Lettres par-dessus les murs (27)
Ramallah, mercredi 29 juin 2008.
Cher JLK,
La petite famille dont nous parlions hier prenait le petit-déjeuner sous la vigne, quand l'obus est tombé. Ils ont montré les images du lieu à la télé, chaises renversées, assiettes, sous le soleil qui trouait la vigne, et le père en pleurs. Cette fois-ci on n'a pas eu d'images "live", contrairement à celles qui montrent le petit Mohammed mourant dans les bras de son père, en octobre 2000 - hier les journalistes palestiniens sont arrivés trop tard, et les étrangers n'y étaient pas, le terminal étant fermé. Ehud Barak n'a pas eu un mot pour les victimes, c'est un homme fort, il continuera à lutter contre les terroristes. Pendant ce temps, il y a un jeune Israélien qui croupit dans une cave de Gaza, depuis juin 2006, et les obus ne me semblent pas le meilleur moyen de l'en sortir. Je ne peux pas imaginer l'état de son père, qui attend. Ni son état à lui. Il n'y a pas besoin de rester enfermé vingt-quatre ans dans une cave pour perdre la boule, comme cette Autrichienne qui a fait la une des journaux hier, séquestrée, elle, par son propre papa.
Ces tragédies dont vous parlez, en Suisse, en Europe, relèvent d'une autre monstruosité, plus profonde peut-être, plus dérangeante en tout cas. Ici au moins il y a une cause, de part et d'autre, des peuples qui se battent au nom d'une terre, ça ressemble presque à une bagarre d'écoliers pour des billes, si elle ne se faisait à coups de mortier, s'il elle ne coûtait pas autant de vies, si elle ne durait pas depuis si longtemps. Et il y aurait beaucoup à dire sur la participation d'un gouvernement démocratique à cette horreur-là, quand la monstruosité se cache derrière un papier qu'on signe, un vote au parlement, le patriotisme des mille soldats de la Grande Muette.

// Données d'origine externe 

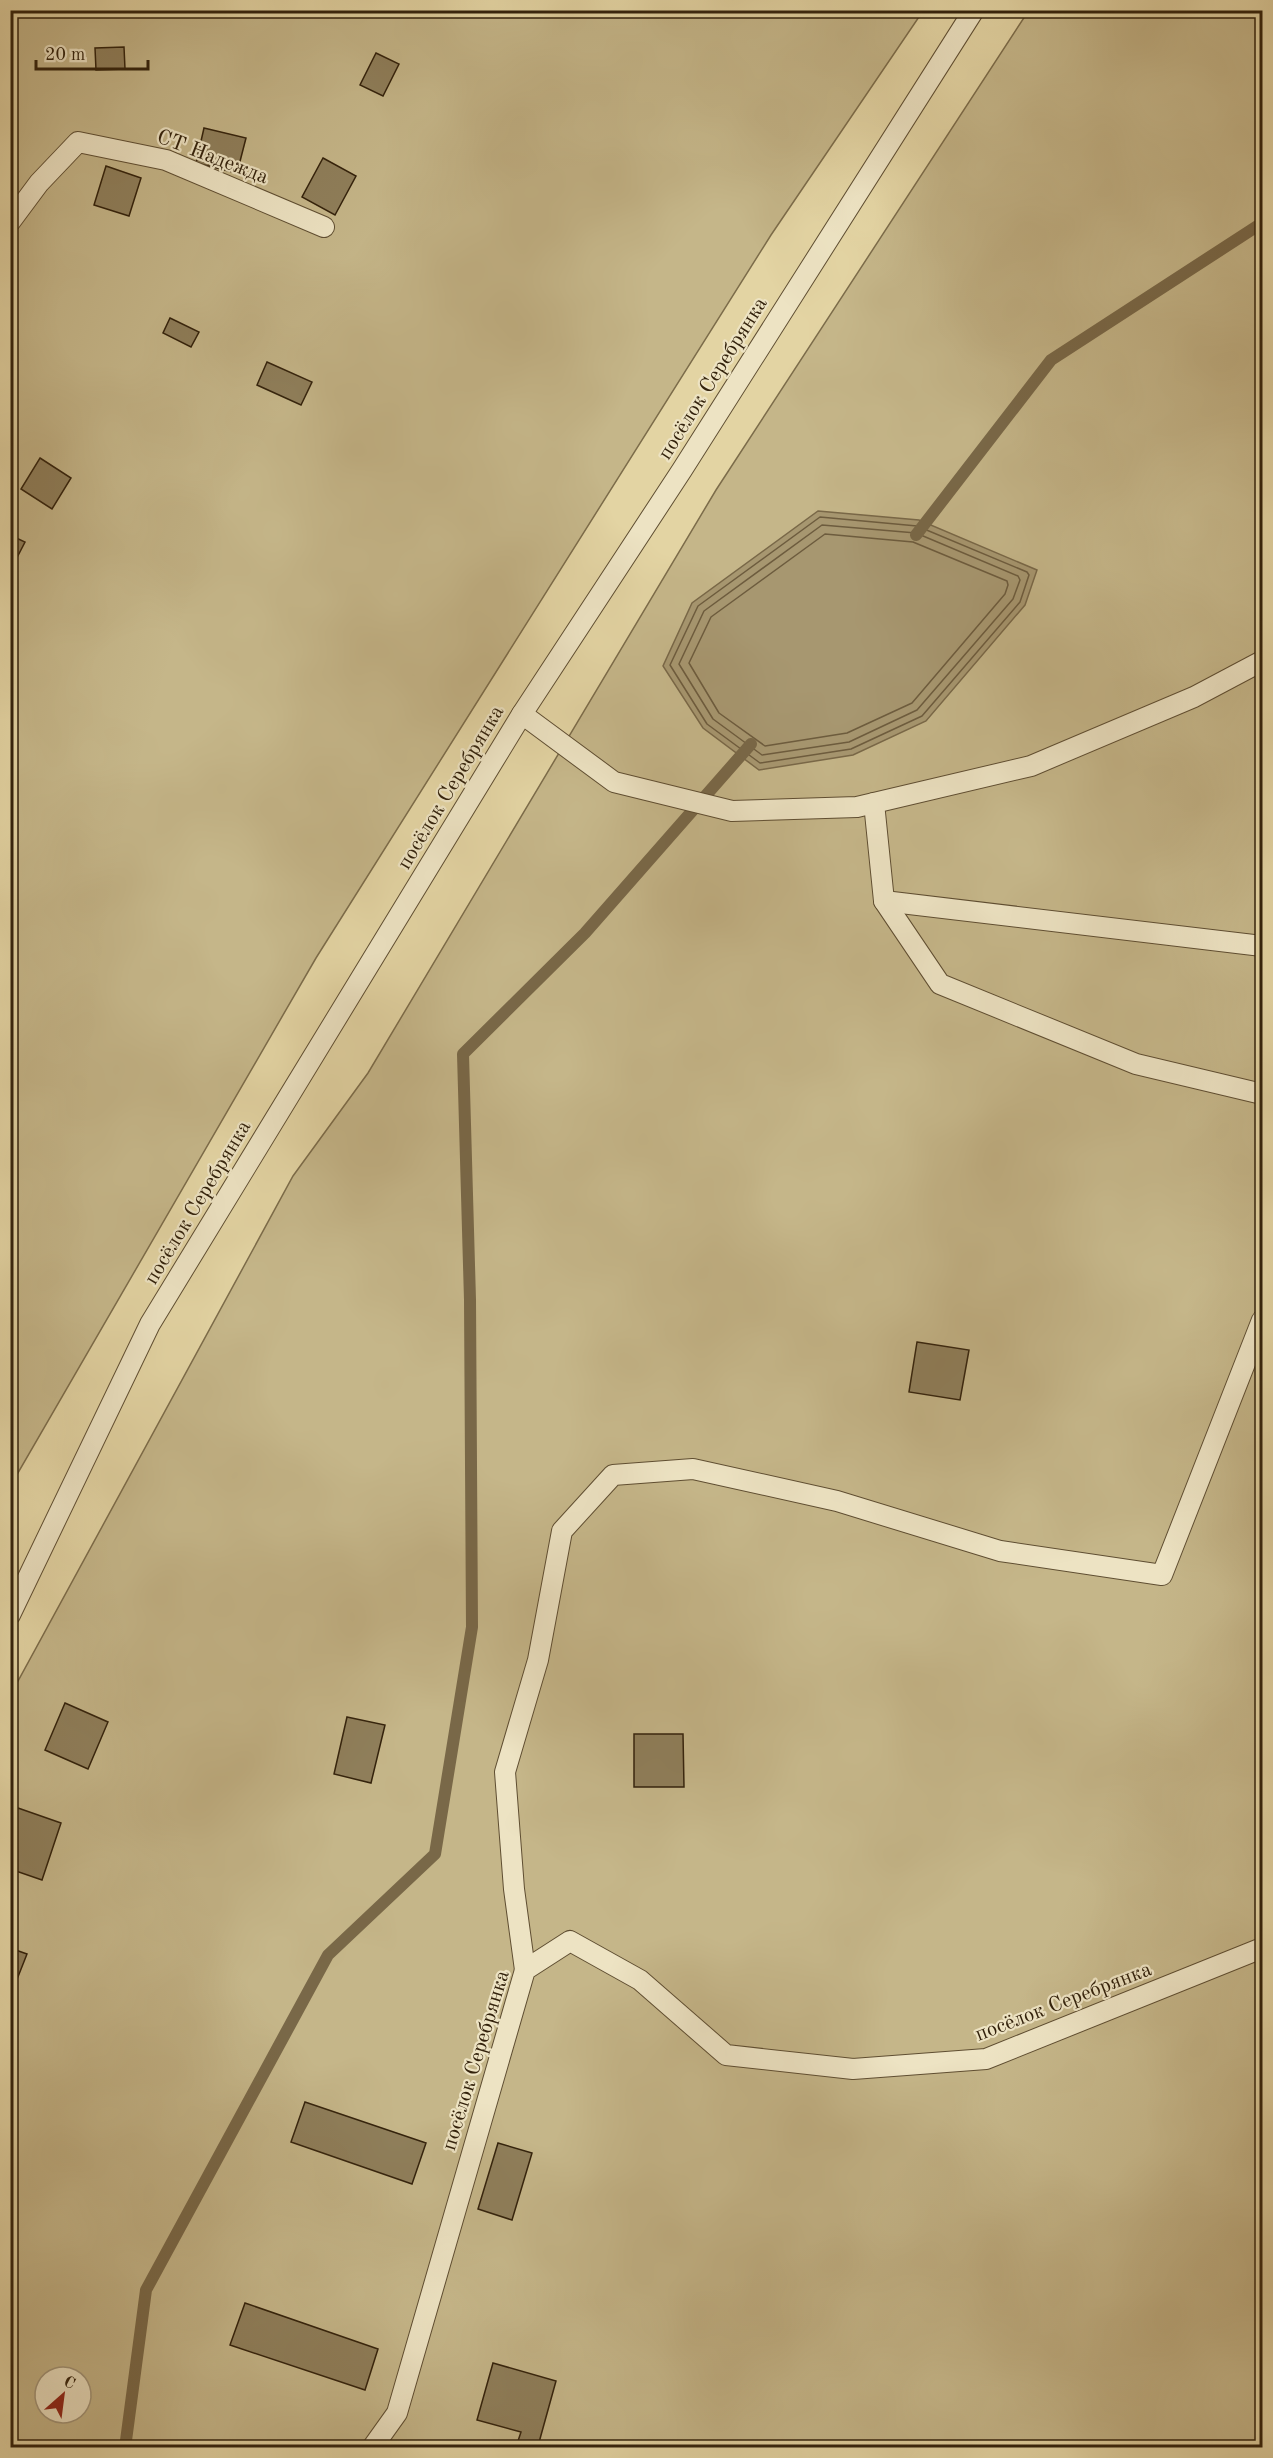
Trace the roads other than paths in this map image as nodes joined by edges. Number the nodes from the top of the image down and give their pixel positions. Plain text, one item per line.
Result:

Tout ça donne bien envie de se retirer dans un chalet « loin des méchants », et je comprends bien votre plouc de voisin. Avec quelques amis d'ici, nous avions imaginé ce genre de retraite. On se barre, on colonise une île du Pacifique, on habite entre nous, on en fait un monde parfait. Sauf que s'il est parfait qu'y ferez-vous, vous qui travaillez dans l'humanitaire ? C'est vrai, alors disons qu'on garderait un peu de la population indigène, qui connaîtrait de graves soucis d'hygiène et de pauvreté, et qu'on s'en occuperait, on leur inculquerait les principes de la démocratie. Mais ils auraient le droit de vote ? S'ils ont le droit de vote ils pourraient finir par prendre le pouvoir, c'est gênant. Non, pas le droit de vote.
Nous avons eu plusieurs fois cette discussion-là, parfois sérieusement aussi, et à chaque fois notre utopie se cassait la gueule, notre île implosait. On est tombé d'accord : il est agréable de rêver à des mondes tranquilles, immuables, mais ça ne marche pas. C'est là le gros problème d'Israël, cette volonté de vivre dans un monde qui serait parfait, qui serait clos, avec une population choisie. Ca peut sembler légitime, au départ il s'agit seulement de se tenir « loin des méchants ». Désir de contrôle, comme vous dites, qu'on porte tous au fond de soi, mais qui par essence ne connaît pas de limites, et qui finit par provoquer le pire. Je revois les images de ce sous-sol, que le père incestueux avait aménagé pour sa fille, une petite salle de bains, un lit, tout ce qu'il fallait. Dans sa tête à lui, c'était parfait aussi.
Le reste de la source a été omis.